Une nouvelle analyse de l’Université de Bristol, s’appuyant sur les données d’une étude américaine menée par les National Institutes of Health, met en lumière un mécanisme surprenant : la composition des aliments que nous consommons influence profondément nos choix et notre apport calorique.
L’étude originale avait comparé les effets d’un régime composé exclusivement d’aliments entiers à ceux d’un régime basé sur des aliments ultra-transformés (AUT). Les chercheurs de Bristol ont constaté que le groupe consommant des aliments non transformés ingérait en moyenne 57 % de nourriture en plus en poids, tout en réduisant son apport calorique quotidien de 330 calories.
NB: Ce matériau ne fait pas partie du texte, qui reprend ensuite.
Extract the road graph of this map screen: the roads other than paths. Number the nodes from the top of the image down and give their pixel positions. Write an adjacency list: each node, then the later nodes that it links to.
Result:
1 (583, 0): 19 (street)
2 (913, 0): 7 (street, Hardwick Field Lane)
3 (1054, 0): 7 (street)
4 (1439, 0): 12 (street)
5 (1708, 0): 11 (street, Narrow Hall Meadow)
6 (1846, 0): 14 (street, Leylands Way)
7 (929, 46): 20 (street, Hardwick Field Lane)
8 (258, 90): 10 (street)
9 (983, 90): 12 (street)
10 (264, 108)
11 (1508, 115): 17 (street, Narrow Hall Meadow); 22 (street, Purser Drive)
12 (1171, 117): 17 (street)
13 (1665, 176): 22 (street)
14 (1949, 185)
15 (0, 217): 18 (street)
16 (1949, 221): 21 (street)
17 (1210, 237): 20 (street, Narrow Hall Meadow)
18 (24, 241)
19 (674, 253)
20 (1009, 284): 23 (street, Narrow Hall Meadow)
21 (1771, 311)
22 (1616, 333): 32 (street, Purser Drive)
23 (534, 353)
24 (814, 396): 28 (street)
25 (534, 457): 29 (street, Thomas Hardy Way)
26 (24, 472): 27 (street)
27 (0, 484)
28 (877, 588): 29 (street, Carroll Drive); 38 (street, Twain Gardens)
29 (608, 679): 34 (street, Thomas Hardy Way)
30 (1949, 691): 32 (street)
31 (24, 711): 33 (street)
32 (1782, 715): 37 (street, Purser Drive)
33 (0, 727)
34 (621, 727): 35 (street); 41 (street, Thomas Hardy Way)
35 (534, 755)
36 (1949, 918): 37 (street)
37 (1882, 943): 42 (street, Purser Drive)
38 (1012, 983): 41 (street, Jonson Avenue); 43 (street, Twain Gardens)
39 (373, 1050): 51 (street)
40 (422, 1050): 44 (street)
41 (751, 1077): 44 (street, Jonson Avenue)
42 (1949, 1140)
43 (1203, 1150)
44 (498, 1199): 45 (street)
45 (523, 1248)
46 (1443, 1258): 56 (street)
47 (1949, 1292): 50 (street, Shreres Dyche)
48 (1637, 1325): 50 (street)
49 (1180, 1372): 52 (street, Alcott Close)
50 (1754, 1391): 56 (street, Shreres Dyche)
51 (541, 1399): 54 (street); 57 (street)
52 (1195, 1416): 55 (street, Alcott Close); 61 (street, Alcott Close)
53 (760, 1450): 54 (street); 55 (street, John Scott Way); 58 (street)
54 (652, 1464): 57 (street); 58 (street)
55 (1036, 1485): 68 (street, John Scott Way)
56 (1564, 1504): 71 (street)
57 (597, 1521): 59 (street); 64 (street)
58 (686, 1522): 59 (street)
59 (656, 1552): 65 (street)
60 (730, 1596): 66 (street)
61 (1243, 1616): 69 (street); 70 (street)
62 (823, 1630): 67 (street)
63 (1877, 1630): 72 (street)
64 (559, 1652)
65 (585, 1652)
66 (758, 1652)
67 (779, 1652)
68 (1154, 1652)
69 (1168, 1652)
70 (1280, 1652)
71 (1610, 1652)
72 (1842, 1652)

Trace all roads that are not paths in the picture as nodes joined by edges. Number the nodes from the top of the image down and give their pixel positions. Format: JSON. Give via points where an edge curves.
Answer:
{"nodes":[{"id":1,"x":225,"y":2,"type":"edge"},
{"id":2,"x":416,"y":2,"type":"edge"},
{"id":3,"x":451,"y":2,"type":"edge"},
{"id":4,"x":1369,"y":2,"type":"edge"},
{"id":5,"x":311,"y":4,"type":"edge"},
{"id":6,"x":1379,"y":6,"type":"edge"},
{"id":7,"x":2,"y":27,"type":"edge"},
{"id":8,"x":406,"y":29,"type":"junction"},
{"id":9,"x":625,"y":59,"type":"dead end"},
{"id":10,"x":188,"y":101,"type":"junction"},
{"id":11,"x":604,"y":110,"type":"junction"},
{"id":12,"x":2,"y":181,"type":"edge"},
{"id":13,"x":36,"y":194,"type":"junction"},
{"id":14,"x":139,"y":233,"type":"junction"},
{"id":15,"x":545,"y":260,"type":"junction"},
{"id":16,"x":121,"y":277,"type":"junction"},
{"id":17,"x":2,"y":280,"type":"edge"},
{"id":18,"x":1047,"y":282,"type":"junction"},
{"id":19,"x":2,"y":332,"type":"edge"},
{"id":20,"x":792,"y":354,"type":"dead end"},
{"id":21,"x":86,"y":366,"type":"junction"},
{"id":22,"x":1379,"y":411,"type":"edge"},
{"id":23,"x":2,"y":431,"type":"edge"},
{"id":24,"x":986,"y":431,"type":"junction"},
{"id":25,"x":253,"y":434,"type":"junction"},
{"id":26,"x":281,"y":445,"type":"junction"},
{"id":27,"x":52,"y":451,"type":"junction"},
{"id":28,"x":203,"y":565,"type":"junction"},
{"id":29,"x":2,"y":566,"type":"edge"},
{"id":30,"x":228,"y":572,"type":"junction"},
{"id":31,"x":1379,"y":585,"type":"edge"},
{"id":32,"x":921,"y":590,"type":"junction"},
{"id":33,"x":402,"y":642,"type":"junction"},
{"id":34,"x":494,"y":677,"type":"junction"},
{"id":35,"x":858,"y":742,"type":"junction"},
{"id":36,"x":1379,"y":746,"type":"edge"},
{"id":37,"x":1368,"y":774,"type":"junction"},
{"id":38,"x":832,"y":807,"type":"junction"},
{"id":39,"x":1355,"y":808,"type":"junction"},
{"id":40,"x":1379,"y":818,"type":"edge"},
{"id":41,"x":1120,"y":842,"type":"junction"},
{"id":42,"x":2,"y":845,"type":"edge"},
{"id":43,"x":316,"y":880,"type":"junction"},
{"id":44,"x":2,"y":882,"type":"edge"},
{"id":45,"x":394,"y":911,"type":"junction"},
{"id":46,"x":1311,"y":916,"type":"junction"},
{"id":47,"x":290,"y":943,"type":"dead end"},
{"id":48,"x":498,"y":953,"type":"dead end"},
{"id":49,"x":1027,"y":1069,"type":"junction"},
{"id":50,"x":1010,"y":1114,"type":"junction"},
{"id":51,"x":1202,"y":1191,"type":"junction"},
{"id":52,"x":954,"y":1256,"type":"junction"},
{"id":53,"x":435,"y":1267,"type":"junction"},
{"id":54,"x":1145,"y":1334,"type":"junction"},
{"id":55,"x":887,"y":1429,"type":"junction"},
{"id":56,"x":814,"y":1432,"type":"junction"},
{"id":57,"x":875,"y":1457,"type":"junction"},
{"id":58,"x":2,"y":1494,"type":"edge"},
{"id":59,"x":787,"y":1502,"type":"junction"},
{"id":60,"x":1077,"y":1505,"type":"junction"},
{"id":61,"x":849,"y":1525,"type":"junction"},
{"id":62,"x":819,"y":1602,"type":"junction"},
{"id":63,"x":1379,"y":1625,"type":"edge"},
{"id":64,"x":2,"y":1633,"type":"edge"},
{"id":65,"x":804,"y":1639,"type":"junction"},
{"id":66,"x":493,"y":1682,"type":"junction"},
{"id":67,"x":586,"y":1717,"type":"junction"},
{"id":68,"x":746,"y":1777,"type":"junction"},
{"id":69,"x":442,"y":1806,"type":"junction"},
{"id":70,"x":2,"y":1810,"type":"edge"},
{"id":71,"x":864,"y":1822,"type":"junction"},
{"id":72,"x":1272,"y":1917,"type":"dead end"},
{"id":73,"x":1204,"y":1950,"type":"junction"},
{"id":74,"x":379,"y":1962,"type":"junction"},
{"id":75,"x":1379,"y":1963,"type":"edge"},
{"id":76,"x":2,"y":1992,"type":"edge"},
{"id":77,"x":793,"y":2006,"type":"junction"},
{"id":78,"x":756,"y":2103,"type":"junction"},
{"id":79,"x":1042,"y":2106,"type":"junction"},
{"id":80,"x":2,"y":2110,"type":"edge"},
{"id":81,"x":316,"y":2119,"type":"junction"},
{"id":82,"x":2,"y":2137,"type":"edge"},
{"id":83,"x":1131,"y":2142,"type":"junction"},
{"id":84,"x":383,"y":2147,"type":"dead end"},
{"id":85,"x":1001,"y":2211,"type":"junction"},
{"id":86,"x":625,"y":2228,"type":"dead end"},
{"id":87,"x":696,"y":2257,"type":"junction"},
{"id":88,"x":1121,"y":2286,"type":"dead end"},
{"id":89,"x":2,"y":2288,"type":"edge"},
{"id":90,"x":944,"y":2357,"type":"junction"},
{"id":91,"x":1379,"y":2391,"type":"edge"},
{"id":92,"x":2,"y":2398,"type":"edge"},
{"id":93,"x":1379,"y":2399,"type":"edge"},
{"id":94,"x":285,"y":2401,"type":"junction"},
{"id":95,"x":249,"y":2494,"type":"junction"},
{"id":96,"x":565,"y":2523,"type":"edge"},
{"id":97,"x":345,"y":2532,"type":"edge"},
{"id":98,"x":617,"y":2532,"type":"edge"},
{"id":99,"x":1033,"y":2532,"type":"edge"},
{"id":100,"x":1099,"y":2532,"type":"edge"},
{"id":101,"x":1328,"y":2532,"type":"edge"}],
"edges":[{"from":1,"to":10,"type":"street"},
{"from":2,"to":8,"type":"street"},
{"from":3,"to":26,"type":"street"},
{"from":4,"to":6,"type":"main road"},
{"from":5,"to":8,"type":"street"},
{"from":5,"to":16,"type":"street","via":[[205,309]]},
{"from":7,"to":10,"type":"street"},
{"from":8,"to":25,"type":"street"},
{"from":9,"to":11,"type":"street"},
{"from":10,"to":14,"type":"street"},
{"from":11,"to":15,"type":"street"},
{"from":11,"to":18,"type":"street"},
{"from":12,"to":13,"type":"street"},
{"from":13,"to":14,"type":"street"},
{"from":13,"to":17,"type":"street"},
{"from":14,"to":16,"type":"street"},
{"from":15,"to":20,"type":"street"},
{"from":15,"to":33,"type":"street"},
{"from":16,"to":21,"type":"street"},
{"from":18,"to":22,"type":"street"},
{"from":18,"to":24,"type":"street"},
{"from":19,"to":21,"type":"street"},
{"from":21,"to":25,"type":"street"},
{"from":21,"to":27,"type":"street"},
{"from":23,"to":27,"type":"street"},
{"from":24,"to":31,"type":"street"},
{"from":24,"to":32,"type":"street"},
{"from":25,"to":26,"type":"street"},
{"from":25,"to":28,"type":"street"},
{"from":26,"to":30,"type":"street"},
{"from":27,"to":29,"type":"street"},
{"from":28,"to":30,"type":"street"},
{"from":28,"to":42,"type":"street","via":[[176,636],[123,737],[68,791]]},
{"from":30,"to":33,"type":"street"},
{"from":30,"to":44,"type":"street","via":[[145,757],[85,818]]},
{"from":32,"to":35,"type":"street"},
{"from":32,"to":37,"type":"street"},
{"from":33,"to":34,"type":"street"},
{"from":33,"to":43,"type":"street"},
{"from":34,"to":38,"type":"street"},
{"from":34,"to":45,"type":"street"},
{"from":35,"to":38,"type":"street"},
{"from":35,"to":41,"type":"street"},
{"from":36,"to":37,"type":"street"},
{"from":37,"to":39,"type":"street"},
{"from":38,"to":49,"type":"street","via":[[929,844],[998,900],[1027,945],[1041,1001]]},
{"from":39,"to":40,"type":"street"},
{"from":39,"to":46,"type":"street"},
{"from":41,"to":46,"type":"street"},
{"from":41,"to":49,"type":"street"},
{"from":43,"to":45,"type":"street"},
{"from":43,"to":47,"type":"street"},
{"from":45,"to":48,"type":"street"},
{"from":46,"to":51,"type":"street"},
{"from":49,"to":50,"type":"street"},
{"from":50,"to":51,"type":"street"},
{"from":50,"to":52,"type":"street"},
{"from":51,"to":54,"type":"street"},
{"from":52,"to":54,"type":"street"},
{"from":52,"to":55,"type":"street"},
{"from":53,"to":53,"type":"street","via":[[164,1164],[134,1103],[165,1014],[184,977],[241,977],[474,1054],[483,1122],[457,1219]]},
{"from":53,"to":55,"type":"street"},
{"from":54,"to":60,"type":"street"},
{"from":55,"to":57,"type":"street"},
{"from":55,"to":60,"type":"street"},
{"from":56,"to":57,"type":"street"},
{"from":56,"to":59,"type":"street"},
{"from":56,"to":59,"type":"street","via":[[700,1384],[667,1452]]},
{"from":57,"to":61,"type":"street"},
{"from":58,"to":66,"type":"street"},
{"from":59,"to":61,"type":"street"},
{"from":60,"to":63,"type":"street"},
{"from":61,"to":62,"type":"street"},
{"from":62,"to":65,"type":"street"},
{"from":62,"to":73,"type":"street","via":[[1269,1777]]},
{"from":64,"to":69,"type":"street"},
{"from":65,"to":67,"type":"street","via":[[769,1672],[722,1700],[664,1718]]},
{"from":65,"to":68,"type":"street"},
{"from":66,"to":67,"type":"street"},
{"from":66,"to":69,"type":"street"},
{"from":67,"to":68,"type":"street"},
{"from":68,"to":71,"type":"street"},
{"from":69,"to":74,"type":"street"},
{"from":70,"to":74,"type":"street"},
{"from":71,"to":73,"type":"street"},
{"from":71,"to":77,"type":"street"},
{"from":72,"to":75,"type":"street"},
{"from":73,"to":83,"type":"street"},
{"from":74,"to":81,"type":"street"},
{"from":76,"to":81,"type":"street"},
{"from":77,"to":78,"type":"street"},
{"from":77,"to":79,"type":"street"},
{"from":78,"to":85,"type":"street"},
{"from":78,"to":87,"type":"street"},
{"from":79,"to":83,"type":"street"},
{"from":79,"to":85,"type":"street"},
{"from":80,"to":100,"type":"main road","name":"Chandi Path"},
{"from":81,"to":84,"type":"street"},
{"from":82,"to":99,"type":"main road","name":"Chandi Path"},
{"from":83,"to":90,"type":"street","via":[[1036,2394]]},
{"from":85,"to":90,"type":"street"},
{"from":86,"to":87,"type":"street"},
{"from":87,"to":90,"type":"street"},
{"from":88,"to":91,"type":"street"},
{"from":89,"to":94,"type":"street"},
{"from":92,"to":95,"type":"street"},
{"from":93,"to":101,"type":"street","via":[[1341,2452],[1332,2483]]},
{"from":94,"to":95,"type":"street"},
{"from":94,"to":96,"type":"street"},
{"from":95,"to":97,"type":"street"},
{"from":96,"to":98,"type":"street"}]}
Un résultat contre-intuitif qui soulève des questions fondamentales sur notre rapport à l’alimentation.
Selon le professeur Jeff Brunstrom, chercheur principal de l’étude, ce phénomène s’explique par une capacité innée de notre organisme à réguler son alimentation en fonction de ses besoins.
« Il est remarquable de constater que lorsque les gens se voient proposer des aliments complets, ils sélectionnent intuitivement des aliments qui équilibrent plaisir, nutrition et satiété, tout en réduisant leur apport énergétique global. »
Jeff Brunstrom, professeur de psychologie expérimentale
Cette « intelligence nutritionnelle » nous pousse à privilégier des aliments riches en fibres, en vitamines et en minéraux, tout en limitant notre consommation de produits plus caloriques.
Les participants au régime non transformé ont ainsi naturellement privilégié de généreuses portions de fruits et de légumes, parfois plusieurs centaines de grammes par repas, au détriment de la viande, des pâtes et des produits laitiers gras. Un choix qui, sans effort conscient, a permis de réduire leur apport calorique global.
À l’inverse, les aliments ultra-transformés semblent perturber ce mécanisme de régulation. Le Dr Annika Flynn, co-chercheuse, explique :
« Cela soulève la possibilité alarmante que les aliments ultra-transformés fournissent à la fois de l’énergie et des micronutriments d’un seul coup, ce qui pourrait conduire à un surplus calorique. »
Dr Annika Flynn, co-chercheuse
Ces produits, souvent enrichis en vitamines, mais également très caloriques, « trompent » le cerveau en lui donnant l’illusion d’un apport nutritionnel complet, ce qui supprime le besoin naturel de rechercher des aliments réellement nutritifs.
L’étude souligne donc l’importance de ne pas se concentrer uniquement sur la restriction calorique, mais plutôt sur la qualité des aliments que nous consommons. La solution n’est pas de se priver, mais de donner à notre corps la possibilité de faire des choix éclairés.
« La suralimentation n’est pas nécessairement le problème principal », insiste le professeur Brunstrom. « Nos recherches ont clairement montré que les consommateurs suivant un régime non transformé mangeaient beaucoup plus. Mais la composition nutritionnelle des aliments influence les choix, et il semble que les aliments ultra-transformés poussent les gens vers des options plus riches en calories. »
En privilégiant les aliments sous leur forme naturelle – légumes, fruits, légumineuses, noix, viande et poisson non transformés – nous activons un mécanisme ancestral qui nous aide à manger plus sainement et plus léger, de manière intuitive et durable.